VAMPIRE ATTACKS: DRAINING LIFE FROM WIRELESS AD HOC SENSOR NETWORKS

Ubiquitous on-demand computing power, continuous connectivity, and instantly deployable communication for military and first responders are some of the exciting applications for future technology which securely works in wireless ad hoc Networks. Direction in sensing and pervasive computing is the basic process in which wireless networks works. Wireless ad hoc networks are particularly vulnerable to denial of service (DoS) attacks, and a great deal of research has been done to enhance survivability. Prior security work in this area has focused primarily on denial of communication at the routing or medium access control levels.

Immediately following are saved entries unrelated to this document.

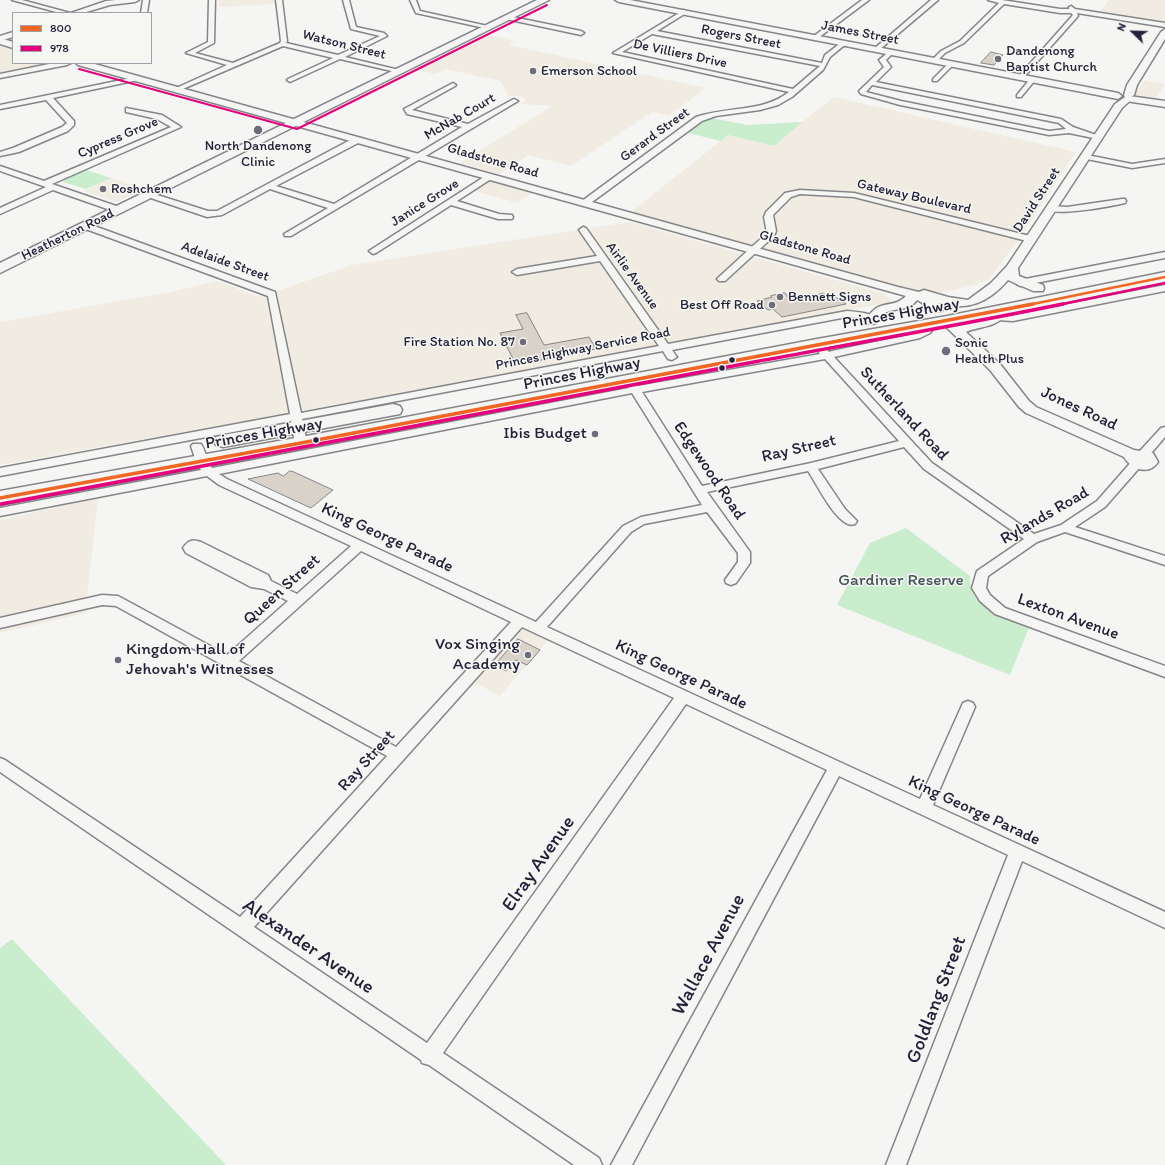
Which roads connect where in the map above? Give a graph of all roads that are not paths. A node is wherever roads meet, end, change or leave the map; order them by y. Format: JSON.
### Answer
{"nodes":[{"id":1,"x":15,"y":0,"type":"edge"},
{"id":2,"x":135,"y":0,"type":"edge"},
{"id":3,"x":146,"y":0,"type":"edge"},
{"id":4,"x":212,"y":0,"type":"edge"},
{"id":5,"x":279,"y":0,"type":"edge"},
{"id":6,"x":346,"y":0,"type":"edge"},
{"id":7,"x":414,"y":0,"type":"edge"},
{"id":8,"x":544,"y":0,"type":"edge"},
{"id":9,"x":620,"y":0,"type":"edge"},
{"id":10,"x":866,"y":0,"type":"edge"},
{"id":11,"x":935,"y":0,"type":"edge"},
{"id":12,"x":991,"y":0,"type":"edge"},
{"id":13,"x":1001,"y":1,"type":"edge"},
{"id":14,"x":1072,"y":10,"type":"junction"},
{"id":15,"x":63,"y":12,"type":"edge"},
{"id":16,"x":78,"y":12,"type":"edge"},
{"id":17,"x":144,"y":12,"type":"edge"},
{"id":18,"x":684,"y":12,"type":"junction"},
{"id":19,"x":508,"y":18,"type":"junction"},
{"id":20,"x":1165,"y":25,"type":"edge"},
{"id":21,"x":489,"y":27,"type":"junction"},
{"id":22,"x":652,"y":32,"type":"junction"},
{"id":23,"x":1165,"y":32,"type":"edge"},
{"id":24,"x":581,"y":33,"type":"dead end"},
{"id":25,"x":12,"y":34,"type":"edge"},
{"id":26,"x":816,"y":37,"type":"junction"},
{"id":27,"x":0,"y":40,"type":"edge"},
{"id":28,"x":844,"y":43,"type":"junction"},
{"id":29,"x":12,"y":44,"type":"edge"},
{"id":30,"x":282,"y":44,"type":"junction"},
{"id":31,"x":877,"y":49,"type":"junction"},
{"id":32,"x":891,"y":52,"type":"junction"},
{"id":33,"x":340,"y":57,"type":"junction"},
{"id":34,"x":935,"y":60,"type":"junction"},
{"id":35,"x":952,"y":63,"type":"junction"},
{"id":36,"x":62,"y":64,"type":"edge"},
{"id":37,"x":85,"y":64,"type":"edge"},
{"id":38,"x":234,"y":65,"type":"junction"},
{"id":39,"x":824,"y":65,"type":"junction"},
{"id":40,"x":400,"y":71,"type":"junction"},
{"id":41,"x":0,"y":76,"type":"edge"},
{"id":42,"x":1021,"y":76,"type":"junction"},
{"id":43,"x":136,"y":78,"type":"junction"},
{"id":44,"x":1033,"y":79,"type":"junction"},
{"id":45,"x":290,"y":80,"type":"dead end"},
{"id":46,"x":935,"y":80,"type":"dead end"},
{"id":47,"x":872,"y":83,"type":"junction"},
{"id":48,"x":453,"y":85,"type":"dead end"},
{"id":49,"x":176,"y":90,"type":"junction"},
{"id":50,"x":794,"y":90,"type":"junction"},
{"id":51,"x":1019,"y":96,"type":"dead end"},
{"id":52,"x":48,"y":97,"type":"junction"},
{"id":53,"x":1124,"y":97,"type":"junction"},
{"id":54,"x":958,"y":100,"type":"junction"},
{"id":55,"x":514,"y":101,"type":"dead end"},
{"id":56,"x":1160,"y":103,"type":"edge"},
{"id":57,"x":985,"y":106,"type":"junction"},
{"id":58,"x":0,"y":107,"type":"edge"},
{"id":59,"x":129,"y":110,"type":"dead end"},
{"id":60,"x":946,"y":112,"type":"junction"},
{"id":61,"x":974,"y":118,"type":"junction"},
{"id":62,"x":296,"y":123,"type":"junction"},
{"id":63,"x":469,"y":127,"type":"junction"},
{"id":64,"x":1070,"y":130,"type":"junction"},
{"id":65,"x":1098,"y":136,"type":"junction"},
{"id":66,"x":357,"y":140,"type":"junction"},
{"id":67,"x":0,"y":154,"type":"edge"},
{"id":68,"x":1085,"y":156,"type":"junction"},
{"id":69,"x":419,"y":157,"type":"junction"},
{"id":70,"x":1165,"y":161,"type":"edge"},
{"id":71,"x":2,"y":171,"type":"edge"},
{"id":72,"x":490,"y":177,"type":"junction"},
{"id":73,"x":48,"y":185,"type":"junction"},
{"id":74,"x":270,"y":187,"type":"junction"},
{"id":75,"x":151,"y":194,"type":"junction"},
{"id":76,"x":1122,"y":201,"type":"dead end"},
{"id":77,"x":450,"y":202,"type":"junction"},
{"id":78,"x":585,"y":203,"type":"junction"},
{"id":79,"x":335,"y":207,"type":"junction"},
{"id":80,"x":1050,"y":209,"type":"junction"},
{"id":81,"x":119,"y":210,"type":"junction"},
{"id":82,"x":0,"y":211,"type":"edge"},
{"id":83,"x":509,"y":217,"type":"dead end"},
{"id":84,"x":86,"y":226,"type":"junction"},
{"id":85,"x":583,"y":230,"type":"dead end"},
{"id":86,"x":288,"y":234,"type":"dead end"},
{"id":87,"x":1031,"y":239,"type":"junction"},
{"id":88,"x":754,"y":250,"type":"junction"},
{"id":89,"x":373,"y":251,"type":"dead end"},
{"id":90,"x":1165,"y":255,"type":"edge"},
{"id":91,"x":601,"y":258,"type":"junction"},
{"id":92,"x":1165,"y":265,"type":"edge"},
{"id":93,"x":1012,"y":268,"type":"junction"},
{"id":94,"x":0,"y":269,"type":"edge"},
{"id":95,"x":518,"y":272,"type":"dead end"},
{"id":96,"x":1068,"y":273,"type":"junction"},
{"id":97,"x":1165,"y":277,"type":"edge"},
{"id":98,"x":722,"y":279,"type":"dead end"},
{"id":99,"x":1020,"y":283,"type":"junction"},
{"id":100,"x":1146,"y":286,"type":"junction"},
{"id":101,"x":1043,"y":288,"type":"junction"},
{"id":102,"x":1165,"y":288,"type":"edge"},
{"id":103,"x":906,"y":294,"type":"junction"},
{"id":104,"x":969,"y":302,"type":"junction"},
{"id":105,"x":941,"y":319,"type":"junction"},
{"id":106,"x":873,"y":320,"type":"junction"},
{"id":107,"x":822,"y":349,"type":"junction"},
{"id":108,"x":669,"y":352,"type":"junction"},
{"id":109,"x":632,"y":385,"type":"junction"},
{"id":110,"x":546,"y":401,"type":"junction"},
{"id":111,"x":299,"y":429,"type":"junction"},
{"id":112,"x":1165,"y":430,"type":"edge"},
{"id":113,"x":907,"y":443,"type":"junction"},
{"id":114,"x":202,"y":460,"type":"junction"},
{"id":115,"x":1146,"y":460,"type":"edge"},
{"id":116,"x":810,"y":467,"type":"junction"},
{"id":117,"x":0,"y":472,"type":"edge"},
{"id":118,"x":0,"y":484,"type":"edge"},
{"id":119,"x":699,"y":490,"type":"junction"},
{"id":120,"x":0,"y":498,"type":"edge"},
{"id":121,"x":710,"y":507,"type":"junction"},
{"id":122,"x":0,"y":512,"type":"edge"},
{"id":123,"x":851,"y":521,"type":"dead end"},
{"id":124,"x":1065,"y":528,"type":"junction"},
{"id":125,"x":1034,"y":540,"type":"junction"},
{"id":126,"x":359,"y":546,"type":"junction"},
{"id":127,"x":1165,"y":561,"type":"edge"},
{"id":128,"x":982,"y":574,"type":"joint"},
{"id":129,"x":731,"y":580,"type":"dead end"},
{"id":130,"x":266,"y":584,"type":"junction"},
{"id":131,"x":298,"y":600,"type":"junction"},
{"id":132,"x":520,"y":620,"type":"junction"},
{"id":133,"x":0,"y":623,"type":"edge"},
{"id":134,"x":538,"y":628,"type":"junction"},
{"id":135,"x":228,"y":662,"type":"junction"},
{"id":136,"x":1165,"y":672,"type":"edge"},
{"id":137,"x":683,"y":696,"type":"junction"},
{"id":138,"x":968,"y":707,"type":"dead end"},
{"id":139,"x":398,"y":755,"type":"junction"},
{"id":140,"x":0,"y":764,"type":"edge"},
{"id":141,"x":836,"y":767,"type":"junction"},
{"id":142,"x":924,"y":808,"type":"junction"},
{"id":143,"x":1018,"y":851,"type":"junction"},
{"id":144,"x":1165,"y":920,"type":"edge"},
{"id":145,"x":242,"y":928,"type":"junction"},
{"id":146,"x":429,"y":1056,"type":"junction"},
{"id":147,"x":592,"y":1165,"type":"edge"},
{"id":148,"x":621,"y":1165,"type":"edge"},
{"id":149,"x":896,"y":1165,"type":"edge"}],
"edges":[{"from":1,"to":15,"type":"street"},
{"from":2,"to":16,"type":"street"},
{"from":3,"to":17,"type":"street"},
{"from":4,"to":38,"type":"street"},
{"from":5,"to":30,"type":"street"},
{"from":6,"to":33,"type":"street"},
{"from":7,"to":21,"type":"street"},
{"from":8,"to":19,"type":"main road","name":"Heatherton Road"},
{"from":9,"to":18,"type":"street","name":"James Street"},
{"from":10,"to":26,"type":"street"},
{"from":11,"to":31,"type":"street"},
{"from":12,"to":13,"type":"street"},
{"from":13,"to":14,"type":"street"},
{"from":13,"to":34,"type":"street"},
{"from":14,"to":20,"type":"street"},
{"from":14,"to":42,"type":"street"},
{"from":18,"to":22,"type":"street","name":"De Villiers Drive"},
{"from":18,"to":26,"type":"street","name":"James Street"},
{"from":19,"to":21,"type":"main road","name":"Heatherton Road"},
{"from":19,"to":24,"type":"street"},
{"from":21,"to":40,"type":"main road","name":"Heatherton Road"},
{"from":22,"to":39,"type":"street","name":"Rogers Street"},
{"from":22,"to":50,"type":"street","name":"De Villiers Drive"},
{"from":23,"to":53,"type":"main road","name":"David Street"},
{"from":25,"to":27,"type":"street"},
{"from":26,"to":28,"type":"street","name":"James Street"},
{"from":27,"to":29,"type":"main road"},
{"from":28,"to":31,"type":"street","name":"James Street"},
{"from":28,"to":39,"type":"street","name":"Gerard Street"},
{"from":30,"to":33,"type":"street","name":"Watson Street"},
{"from":30,"to":38,"type":"street"},
{"from":31,"to":32,"type":"street","name":"James Street"},
{"from":32,"to":34,"type":"street","name":"James Street"},
{"from":32,"to":47,"type":"street"},
{"from":33,"to":40,"type":"street","name":"Watson Street"},
{"from":33,"to":45,"type":"street"},
{"from":34,"to":35,"type":"street","name":"James Street"},
{"from":35,"to":42,"type":"street","name":"James Street"},
{"from":35,"to":46,"type":"street"},
{"from":36,"to":41,"type":"street"},
{"from":37,"to":43,"type":"main road","name":"Gladstone Road"},
{"from":38,"to":49,"type":"street"},
{"from":39,"to":50,"type":"street","name":"Gerard Street"},
{"from":40,"to":62,"type":"main road","name":"Heatherton Road"},
{"from":42,"to":44,"type":"street","name":"James Street"},
{"from":43,"to":49,"type":"main road","name":"Gladstone Road"},
{"from":43,"to":52,"type":"street"},
{"from":44,"to":51,"type":"street"},
{"from":44,"to":53,"type":"street","name":"James Street"},
{"from":47,"to":54,"type":"street"},
{"from":47,"to":60,"type":"street"},
{"from":48,"to":63,"type":"street"},
{"from":49,"to":62,"type":"main road","name":"Gladstone Road"},
{"from":50,"to":78,"type":"street","name":"Gerard Street"},
{"from":52,"to":58,"type":"street"},
{"from":52,"to":67,"type":"street"},
{"from":53,"to":56,"type":"street","name":"James Street"},
{"from":53,"to":65,"type":"main road","name":"David Street"},
{"from":54,"to":57,"type":"street"},
{"from":54,"to":60,"type":"street"},
{"from":55,"to":63,"type":"street","name":"McNab Court"},
{"from":57,"to":61,"type":"street"},
{"from":57,"to":64,"type":"street"},
{"from":59,"to":73,"type":"street","name":"Cypress Grove"},
{"from":60,"to":61,"type":"street"},
{"from":61,"to":64,"type":"street"},
{"from":62,"to":66,"type":"main road","name":"Gladstone Road"},
{"from":62,"to":75,"type":"main road","name":"Heatherton Road"},
{"from":63,"to":69,"type":"street","name":"McNab Court"},
{"from":64,"to":65,"type":"street"},
{"from":65,"to":68,"type":"main road","name":"David Street"},
{"from":66,"to":69,"type":"main road","name":"Gladstone Road"},
{"from":66,"to":74,"type":"street"},
{"from":68,"to":70,"type":"street"},
{"from":68,"to":80,"type":"main road","name":"David Street"},
{"from":69,"to":72,"type":"main road","name":"Gladstone Road"},
{"from":69,"to":79,"type":"street","name":"McNab Court"},
{"from":71,"to":73,"type":"street"},
{"from":72,"to":77,"type":"street","name":"Janice Grove"},
{"from":72,"to":78,"type":"main road","name":"Gladstone Road"},
{"from":73,"to":81,"type":"street"},
{"from":73,"to":82,"type":"street"},
{"from":74,"to":75,"type":"street"},
{"from":74,"to":79,"type":"street"},
{"from":75,"to":81,"type":"main road","name":"Heatherton Road"},
{"from":76,"to":80,"type":"street"},
{"from":77,"to":83,"type":"street"},
{"from":77,"to":89,"type":"street","name":"Janice Grove"},
{"from":78,"to":88,"type":"main road","name":"Gladstone Road"},
{"from":79,"to":86,"type":"street","name":"McNab Court"},
{"from":80,"to":87,"type":"main road","name":"David Street"},
{"from":81,"to":84,"type":"main road","name":"Heatherton Road"},
{"from":84,"to":94,"type":"main road","name":"Heatherton Road"},
{"from":84,"to":111,"type":"street","name":"Adelaide Street"},
{"from":85,"to":91,"type":"street","name":"Airlie Avenue"},
{"from":87,"to":88,"type":"street","name":"Gateway Boulevard"},
{"from":87,"to":93,"type":"main road","name":"David Street"},
{"from":88,"to":98,"type":"street"},
{"from":88,"to":103,"type":"main road","name":"Gladstone Road"},
{"from":90,"to":96,"type":"street"},
{"from":91,"to":95,"type":"street"},
{"from":91,"to":108,"type":"street","name":"Airlie Avenue"},
{"from":92,"to":101,"type":"highway","name":"Princes Highway"},
{"from":93,"to":99,"type":"main road"},
{"from":93,"to":104,"type":"main road","name":"David Street"},
{"from":96,"to":99,"type":"street"},
{"from":96,"to":101,"type":"street"},
{"from":97,"to":100,"type":"highway","name":"Princes Highway"},
{"from":99,"to":101,"type":"main road"},
{"from":100,"to":102,"type":"street"},
{"from":100,"to":105,"type":"highway","name":"Princes Highway"},
{"from":101,"to":104,"type":"highway","name":"Princes Highway"},
{"from":103,"to":104,"type":"main road"},
{"from":103,"to":105,"type":"main road","name":"Gladstone Road"},
{"from":103,"to":106,"type":"main road"},
{"from":104,"to":105,"type":"highway","name":"Princes Highway"},
{"from":105,"to":106,"type":"highway","name":"Princes Highway"},
{"from":105,"to":107,"type":"highway","name":"Princes Highway"},
{"from":105,"to":115,"type":"main road","name":"Jones Road"},
{"from":106,"to":108,"type":"highway","name":"Princes Highway"},
{"from":107,"to":109,"type":"highway","name":"Princes Highway"},
{"from":107,"to":113,"type":"street","name":"Sutherland Road"},
{"from":108,"to":111,"type":"highway","name":"Princes Highway"},
{"from":109,"to":110,"type":"highway","name":"Princes Highway"},
{"from":109,"to":119,"type":"street","name":"Edgewood Road"},
{"from":110,"to":111,"type":"highway","name":"Princes Highway"},
{"from":110,"to":114,"type":"street","name":"Princes Highway"},
{"from":111,"to":114,"type":"highway","name":"Princes Highway"},
{"from":111,"to":117,"type":"street","name":"Princes Highway"},
{"from":112,"to":115,"type":"street","name":"Rylands Road"},
{"from":113,"to":116,"type":"street","name":"Ray Street"},
{"from":113,"to":125,"type":"street","name":"Sutherland Road"},
{"from":114,"to":118,"type":"highway","name":"Princes Highway"},
{"from":114,"to":120,"type":"highway","name":"Princes Highway"},
{"from":114,"to":122,"type":"street","name":"Princes Highway"},
{"from":114,"to":126,"type":"street","name":"King George Parade"},
{"from":115,"to":124,"type":"street","name":"Rylands Road"},
{"from":116,"to":119,"type":"street","name":"Ray Street"},
{"from":116,"to":123,"type":"street"},
{"from":119,"to":121,"type":"street","name":"Edgewood Road"},
{"from":121,"to":129,"type":"street","name":"Edgewood Road"},
{"from":121,"to":134,"type":"street"},
{"from":124,"to":125,"type":"street","name":"Rylands Road"},
{"from":124,"to":127,"type":"street"},
{"from":125,"to":128,"type":"street","name":"Rylands Road"},
{"from":126,"to":131,"type":"street","name":"Queen Street"},
{"from":126,"to":132,"type":"street","name":"King George Parade"},
{"from":128,"to":136,"type":"street","name":"Lexton Avenue"},
{"from":130,"to":130,"type":"street"},
{"from":130,"to":131,"type":"street"},
{"from":131,"to":135,"type":"street","name":"Queen Street"},
{"from":132,"to":134,"type":"street","name":"King George Parade"},
{"from":132,"to":139,"type":"street","name":"Ray Street"},
{"from":133,"to":135,"type":"street"},
{"from":134,"to":137,"type":"street","name":"King George Parade"},
{"from":135,"to":139,"type":"street"},
{"from":137,"to":141,"type":"street","name":"King George Parade"},
{"from":137,"to":146,"type":"street","name":"Elray Avenue"},
{"from":138,"to":142,"type":"street"},
{"from":139,"to":145,"type":"street","name":"Ray Street"},
{"from":140,"to":145,"type":"street","name":"Alexander Avenue"},
{"from":141,"to":142,"type":"street","name":"King George Parade"},
{"from":141,"to":148,"type":"street","name":"Wallace Avenue"},
{"from":142,"to":143,"type":"street","name":"King George Parade"},
{"from":143,"to":144,"type":"street","name":"King George Parade"},
{"from":143,"to":149,"type":"street","name":"Goldlang Street"},
{"from":145,"to":146,"type":"street","name":"Alexander Avenue"},
{"from":146,"to":147,"type":"street","name":"Alexander Avenue"}]}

We consider how routing protocols, even those designed to be secure, lack protection from these attacks, which we call Vampire attacks, since they drain the life from networks nodes. These “Vampire” attacks are not specific to any specific protocol, but rather rely on the properties of many popular classes of routing protocols. We find that all examined protocols are susceptible to Vampire attacks, which are devastating, difficult to detect, and are easy to carry out using as few as one malicious insider sending only protocol-compliant messages. Mitigating these types of attacks, including a new proof-of-concept protocol that provably bounds the damage caused by Vampires during the packet forwarding phase is introduced in this work.